Work instructions:
Return the data below unchanged, without images.

Provided information:
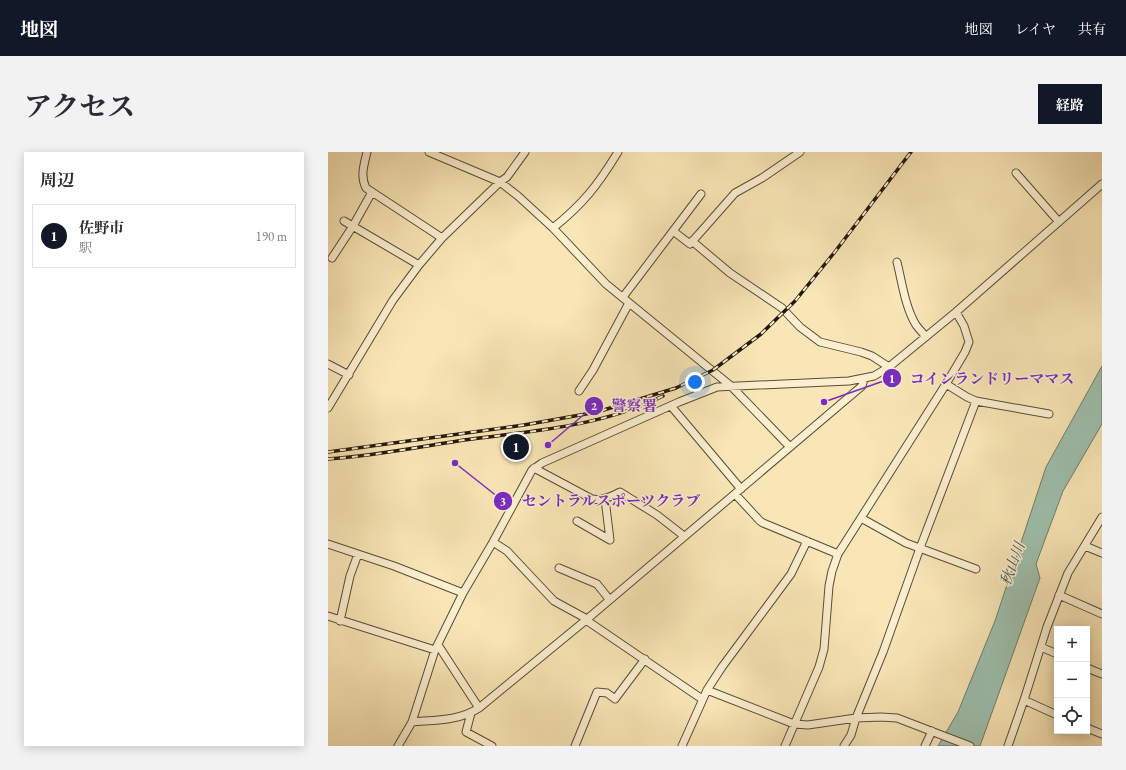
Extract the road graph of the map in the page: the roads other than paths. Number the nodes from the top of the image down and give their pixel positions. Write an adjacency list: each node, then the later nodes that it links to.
1 (367, 152): 9 (street)
2 (429, 152): 7 (street)
3 (525, 152): 7 (street)
4 (618, 152): 14 (street)
5 (800, 152): 17 (street)
6 (1016, 173): 12 (street)
7 (500, 182): 14 (street); 16 (street)
8 (1102, 184): 12 (street)
9 (372, 192): 13 (street); 16 (street)
10 (701, 194): 15 (street)
11 (344, 221): 13 (street)
12 (1060, 222): 23 (street)
13 (353, 226): 18 (street); 20 (street)
14 (553, 228): 21 (street)
15 (673, 231): 17 (street); 21 (street)
16 (442, 238): 20 (street)
17 (692, 241): 26 (street)
18 (332, 258)
19 (897, 262): 24 (street)
20 (419, 265): 27 (street)
21 (623, 298): 22 (street)
22 (629, 303): 30 (street); 31 (street)
23 (956, 312): 24 (street); 29 (street)
24 (926, 337): 26 (street)
25 (328, 364): 27 (street)
26 (889, 367): 28 (street)
27 (349, 375): 34 (street)
28 (864, 379): 30 (street); 36 (street)
29 (946, 384): 32 (street); 41 (street)
30 (731, 386): 33 (street); 36 (street)
31 (579, 391)
32 (976, 401): 35 (street); 48 (street)
33 (671, 406): 37 (street); 38 (street)
34 (328, 408)
35 (1049, 414)
36 (790, 447): 38 (street)
37 (534, 468): 39 (street); 45 (street)
38 (738, 491): 43 (street); 44 (street)
39 (605, 499): 42 (street); 43 (street)
40 (1102, 517): 47 (street)
41 (861, 518): 48 (street); 51 (street)
42 (577, 521)
43 (684, 536): 56 (street)
44 (807, 541): 51 (street); 67 (street)
45 (493, 542): 54 (street); 59 (street)
46 (328, 544): 50 (street)
47 (1085, 546): 49 (street); 55 (street)
48 (920, 548): 53 (street); 73 (street)
49 (1102, 553)
50 (358, 554): 54 (street); 60 (street)
51 (838, 554): 75 (street)
52 (559, 568): 56 (street)
53 (976, 569)
54 (464, 593): 62 (street)
55 (1059, 595): 57 (street); 61 (street)
56 (609, 599): 59 (street)
57 (1102, 614)
58 (328, 616): 60 (street)
59 (586, 619): 64 (street); 70 (street)
60 (340, 621): 62 (street)
61 (1041, 647): 63 (street); 69 (street)
62 (437, 648): 70 (street); 74 (street)
63 (1054, 653)
64 (645, 659): 68 (street); 81 (street)
65 (1090, 669): 66 (street)
66 (1102, 674)
67 (707, 690): 68 (street); 75 (street)
68 (702, 699): 82 (street)
69 (1024, 700): 72 (street); 87 (street)
70 (478, 708): 71 (street)
71 (471, 713): 74 (street); 80 (street)
72 (1054, 713)
73 (856, 718): 75 (street); 77 (street); 84 (street)
74 (412, 722): 79 (street)
75 (794, 724): 83 (street)
76 (1090, 729): 78 (street)
77 (934, 732): 85 (street); 86 (street)
78 (1102, 734)
79 (398, 746)
80 (492, 746)
81 (575, 746)
82 (682, 746)
83 (784, 746)
84 (844, 746)
85 (925, 746)
86 (970, 746)
87 (1008, 746)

Result of the exercise:
Extract the road graph of the map in the page: the roads other than paths. Number the nodes from the top of the image down and give their pixel positions. Write an adjacency list: each node, then the later nodes that it links to.
1 (367, 152): 9 (street)
2 (429, 152): 7 (street)
3 (525, 152): 7 (street)
4 (618, 152): 14 (street)
5 (800, 152): 17 (street)
6 (1016, 173): 12 (street)
7 (500, 182): 14 (street); 16 (street)
8 (1102, 184): 12 (street)
9 (372, 192): 13 (street); 16 (street)
10 (701, 194): 15 (street)
11 (344, 221): 13 (street)
12 (1060, 222): 23 (street)
13 (353, 226): 18 (street); 20 (street)
14 (553, 228): 21 (street)
15 (673, 231): 17 (street); 21 (street)
16 (442, 238): 20 (street)
17 (692, 241): 26 (street)
18 (332, 258)
19 (897, 262): 24 (street)
20 (419, 265): 27 (street)
21 (623, 298): 22 (street)
22 (629, 303): 30 (street); 31 (street)
23 (956, 312): 24 (street); 29 (street)
24 (926, 337): 26 (street)
25 (328, 364): 27 (street)
26 (889, 367): 28 (street)
27 (349, 375): 34 (street)
28 (864, 379): 30 (street); 36 (street)
29 (946, 384): 32 (street); 41 (street)
30 (731, 386): 33 (street); 36 (street)
31 (579, 391)
32 (976, 401): 35 (street); 48 (street)
33 (671, 406): 37 (street); 38 (street)
34 (328, 408)
35 (1049, 414)
36 (790, 447): 38 (street)
37 (534, 468): 39 (street); 45 (street)
38 (738, 491): 43 (street); 44 (street)
39 (605, 499): 42 (street); 43 (street)
40 (1102, 517): 47 (street)
41 (861, 518): 48 (street); 51 (street)
42 (577, 521)
43 (684, 536): 56 (street)
44 (807, 541): 51 (street); 67 (street)
45 (493, 542): 54 (street); 59 (street)
46 (328, 544): 50 (street)
47 (1085, 546): 49 (street); 55 (street)
48 (920, 548): 53 (street); 73 (street)
49 (1102, 553)
50 (358, 554): 54 (street); 60 (street)
51 (838, 554): 75 (street)
52 (559, 568): 56 (street)
53 (976, 569)
54 (464, 593): 62 (street)
55 (1059, 595): 57 (street); 61 (street)
56 (609, 599): 59 (street)
57 (1102, 614)
58 (328, 616): 60 (street)
59 (586, 619): 64 (street); 70 (street)
60 (340, 621): 62 (street)
61 (1041, 647): 63 (street); 69 (street)
62 (437, 648): 70 (street); 74 (street)
63 (1054, 653)
64 (645, 659): 68 (street); 81 (street)
65 (1090, 669): 66 (street)
66 (1102, 674)
67 (707, 690): 68 (street); 75 (street)
68 (702, 699): 82 (street)
69 (1024, 700): 72 (street); 87 (street)
70 (478, 708): 71 (street)
71 (471, 713): 74 (street); 80 (street)
72 (1054, 713)
73 (856, 718): 75 (street); 77 (street); 84 (street)
74 (412, 722): 79 (street)
75 (794, 724): 83 (street)
76 (1090, 729): 78 (street)
77 (934, 732): 85 (street); 86 (street)
78 (1102, 734)
79 (398, 746)
80 (492, 746)
81 (575, 746)
82 (682, 746)
83 (784, 746)
84 (844, 746)
85 (925, 746)
86 (970, 746)
87 (1008, 746)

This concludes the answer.